Each line below should be repeated exactly as it stands.

*** Opening of Task input ***

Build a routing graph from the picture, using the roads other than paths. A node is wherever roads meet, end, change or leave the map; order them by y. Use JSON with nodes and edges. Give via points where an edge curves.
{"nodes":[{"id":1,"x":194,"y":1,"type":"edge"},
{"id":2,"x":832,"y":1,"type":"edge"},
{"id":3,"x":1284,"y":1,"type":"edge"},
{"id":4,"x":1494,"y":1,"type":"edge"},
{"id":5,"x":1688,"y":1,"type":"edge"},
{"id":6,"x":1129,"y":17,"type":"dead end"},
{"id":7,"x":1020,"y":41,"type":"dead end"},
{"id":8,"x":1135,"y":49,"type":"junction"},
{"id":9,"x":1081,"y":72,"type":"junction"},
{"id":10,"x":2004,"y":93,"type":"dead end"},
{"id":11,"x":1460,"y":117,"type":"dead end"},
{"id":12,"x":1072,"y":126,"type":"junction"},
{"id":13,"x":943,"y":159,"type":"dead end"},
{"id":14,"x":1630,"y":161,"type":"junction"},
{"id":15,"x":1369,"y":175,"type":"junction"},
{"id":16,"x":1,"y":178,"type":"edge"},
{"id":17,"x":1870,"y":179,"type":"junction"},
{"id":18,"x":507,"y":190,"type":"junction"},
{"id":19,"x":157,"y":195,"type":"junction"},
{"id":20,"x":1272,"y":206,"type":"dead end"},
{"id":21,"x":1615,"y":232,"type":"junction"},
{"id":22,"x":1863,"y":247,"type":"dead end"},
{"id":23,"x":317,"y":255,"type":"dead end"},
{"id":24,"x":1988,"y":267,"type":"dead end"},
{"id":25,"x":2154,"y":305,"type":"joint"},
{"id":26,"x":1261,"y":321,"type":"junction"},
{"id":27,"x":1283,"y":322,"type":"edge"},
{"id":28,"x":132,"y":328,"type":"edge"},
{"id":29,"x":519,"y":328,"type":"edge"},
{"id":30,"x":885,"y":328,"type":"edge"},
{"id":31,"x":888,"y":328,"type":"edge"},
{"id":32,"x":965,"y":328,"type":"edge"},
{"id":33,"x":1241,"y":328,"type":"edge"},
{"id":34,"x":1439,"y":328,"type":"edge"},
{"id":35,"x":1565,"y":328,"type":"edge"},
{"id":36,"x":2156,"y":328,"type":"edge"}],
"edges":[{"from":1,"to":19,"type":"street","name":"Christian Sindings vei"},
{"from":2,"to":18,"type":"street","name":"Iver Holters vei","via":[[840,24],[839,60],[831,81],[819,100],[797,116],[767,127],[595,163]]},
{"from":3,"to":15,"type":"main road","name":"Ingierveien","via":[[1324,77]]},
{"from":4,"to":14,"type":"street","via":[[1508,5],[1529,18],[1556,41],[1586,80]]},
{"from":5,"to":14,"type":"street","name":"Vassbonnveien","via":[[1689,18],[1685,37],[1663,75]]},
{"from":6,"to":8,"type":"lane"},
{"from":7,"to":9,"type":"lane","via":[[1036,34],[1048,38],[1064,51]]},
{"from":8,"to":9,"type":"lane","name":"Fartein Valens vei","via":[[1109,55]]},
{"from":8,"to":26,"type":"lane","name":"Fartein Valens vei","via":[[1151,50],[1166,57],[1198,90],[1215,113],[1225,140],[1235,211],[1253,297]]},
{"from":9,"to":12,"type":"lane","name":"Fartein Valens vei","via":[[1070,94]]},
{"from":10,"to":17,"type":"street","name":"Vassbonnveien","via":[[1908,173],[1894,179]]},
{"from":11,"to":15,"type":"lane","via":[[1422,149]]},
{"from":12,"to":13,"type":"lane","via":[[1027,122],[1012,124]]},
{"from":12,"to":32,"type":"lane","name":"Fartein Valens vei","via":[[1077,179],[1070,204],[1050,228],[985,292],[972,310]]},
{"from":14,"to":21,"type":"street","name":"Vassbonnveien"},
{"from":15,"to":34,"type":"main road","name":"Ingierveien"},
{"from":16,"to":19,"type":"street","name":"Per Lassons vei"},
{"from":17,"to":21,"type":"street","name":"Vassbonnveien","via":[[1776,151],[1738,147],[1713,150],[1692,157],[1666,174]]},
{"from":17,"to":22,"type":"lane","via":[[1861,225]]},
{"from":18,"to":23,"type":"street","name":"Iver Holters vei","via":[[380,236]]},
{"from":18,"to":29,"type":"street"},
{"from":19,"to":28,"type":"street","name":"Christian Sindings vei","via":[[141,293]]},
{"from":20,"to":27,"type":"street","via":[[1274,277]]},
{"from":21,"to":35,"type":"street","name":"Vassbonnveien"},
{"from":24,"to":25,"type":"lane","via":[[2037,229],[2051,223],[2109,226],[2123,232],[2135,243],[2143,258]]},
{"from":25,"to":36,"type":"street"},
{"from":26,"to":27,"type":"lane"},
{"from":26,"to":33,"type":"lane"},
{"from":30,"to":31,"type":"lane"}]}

*** Close of Task input ***

> **Written answer**
Build a routing graph from the picture, using the roads other than paths. A node is wherever roads meet, end, change or leave the map; order them by y. Use JSON with nodes and edges. Give via points where an edge curves.
{"nodes":[{"id":1,"x":194,"y":1,"type":"edge"},
{"id":2,"x":832,"y":1,"type":"edge"},
{"id":3,"x":1284,"y":1,"type":"edge"},
{"id":4,"x":1494,"y":1,"type":"edge"},
{"id":5,"x":1688,"y":1,"type":"edge"},
{"id":6,"x":1129,"y":17,"type":"dead end"},
{"id":7,"x":1020,"y":41,"type":"dead end"},
{"id":8,"x":1135,"y":49,"type":"junction"},
{"id":9,"x":1081,"y":72,"type":"junction"},
{"id":10,"x":2004,"y":93,"type":"dead end"},
{"id":11,"x":1460,"y":117,"type":"dead end"},
{"id":12,"x":1072,"y":126,"type":"junction"},
{"id":13,"x":943,"y":159,"type":"dead end"},
{"id":14,"x":1630,"y":161,"type":"junction"},
{"id":15,"x":1369,"y":175,"type":"junction"},
{"id":16,"x":1,"y":178,"type":"edge"},
{"id":17,"x":1870,"y":179,"type":"junction"},
{"id":18,"x":507,"y":190,"type":"junction"},
{"id":19,"x":157,"y":195,"type":"junction"},
{"id":20,"x":1272,"y":206,"type":"dead end"},
{"id":21,"x":1615,"y":232,"type":"junction"},
{"id":22,"x":1863,"y":247,"type":"dead end"},
{"id":23,"x":317,"y":255,"type":"dead end"},
{"id":24,"x":1988,"y":267,"type":"dead end"},
{"id":25,"x":2154,"y":305,"type":"joint"},
{"id":26,"x":1261,"y":321,"type":"junction"},
{"id":27,"x":1283,"y":322,"type":"edge"},
{"id":28,"x":132,"y":328,"type":"edge"},
{"id":29,"x":519,"y":328,"type":"edge"},
{"id":30,"x":885,"y":328,"type":"edge"},
{"id":31,"x":888,"y":328,"type":"edge"},
{"id":32,"x":965,"y":328,"type":"edge"},
{"id":33,"x":1241,"y":328,"type":"edge"},
{"id":34,"x":1439,"y":328,"type":"edge"},
{"id":35,"x":1565,"y":328,"type":"edge"},
{"id":36,"x":2156,"y":328,"type":"edge"}],
"edges":[{"from":1,"to":19,"type":"street","name":"Christian Sindings vei"},
{"from":2,"to":18,"type":"street","name":"Iver Holters vei","via":[[840,24],[839,60],[831,81],[819,100],[797,116],[767,127],[595,163]]},
{"from":3,"to":15,"type":"main road","name":"Ingierveien","via":[[1324,77]]},
{"from":4,"to":14,"type":"street","via":[[1508,5],[1529,18],[1556,41],[1586,80]]},
{"from":5,"to":14,"type":"street","name":"Vassbonnveien","via":[[1689,18],[1685,37],[1663,75]]},
{"from":6,"to":8,"type":"lane"},
{"from":7,"to":9,"type":"lane","via":[[1036,34],[1048,38],[1064,51]]},
{"from":8,"to":9,"type":"lane","name":"Fartein Valens vei","via":[[1109,55]]},
{"from":8,"to":26,"type":"lane","name":"Fartein Valens vei","via":[[1151,50],[1166,57],[1198,90],[1215,113],[1225,140],[1235,211],[1253,297]]},
{"from":9,"to":12,"type":"lane","name":"Fartein Valens vei","via":[[1070,94]]},
{"from":10,"to":17,"type":"street","name":"Vassbonnveien","via":[[1908,173],[1894,179]]},
{"from":11,"to":15,"type":"lane","via":[[1422,149]]},
{"from":12,"to":13,"type":"lane","via":[[1027,122],[1012,124]]},
{"from":12,"to":32,"type":"lane","name":"Fartein Valens vei","via":[[1077,179],[1070,204],[1050,228],[985,292],[972,310]]},
{"from":14,"to":21,"type":"street","name":"Vassbonnveien"},
{"from":15,"to":34,"type":"main road","name":"Ingierveien"},
{"from":16,"to":19,"type":"street","name":"Per Lassons vei"},
{"from":17,"to":21,"type":"street","name":"Vassbonnveien","via":[[1776,151],[1738,147],[1713,150],[1692,157],[1666,174]]},
{"from":17,"to":22,"type":"lane","via":[[1861,225]]},
{"from":18,"to":23,"type":"street","name":"Iver Holters vei","via":[[380,236]]},
{"from":18,"to":29,"type":"street"},
{"from":19,"to":28,"type":"street","name":"Christian Sindings vei","via":[[141,293]]},
{"from":20,"to":27,"type":"street","via":[[1274,277]]},
{"from":21,"to":35,"type":"street","name":"Vassbonnveien"},
{"from":24,"to":25,"type":"lane","via":[[2037,229],[2051,223],[2109,226],[2123,232],[2135,243],[2143,258]]},
{"from":25,"to":36,"type":"street"},
{"from":26,"to":27,"type":"lane"},
{"from":26,"to":33,"type":"lane"},
{"from":30,"to":31,"type":"lane"}]}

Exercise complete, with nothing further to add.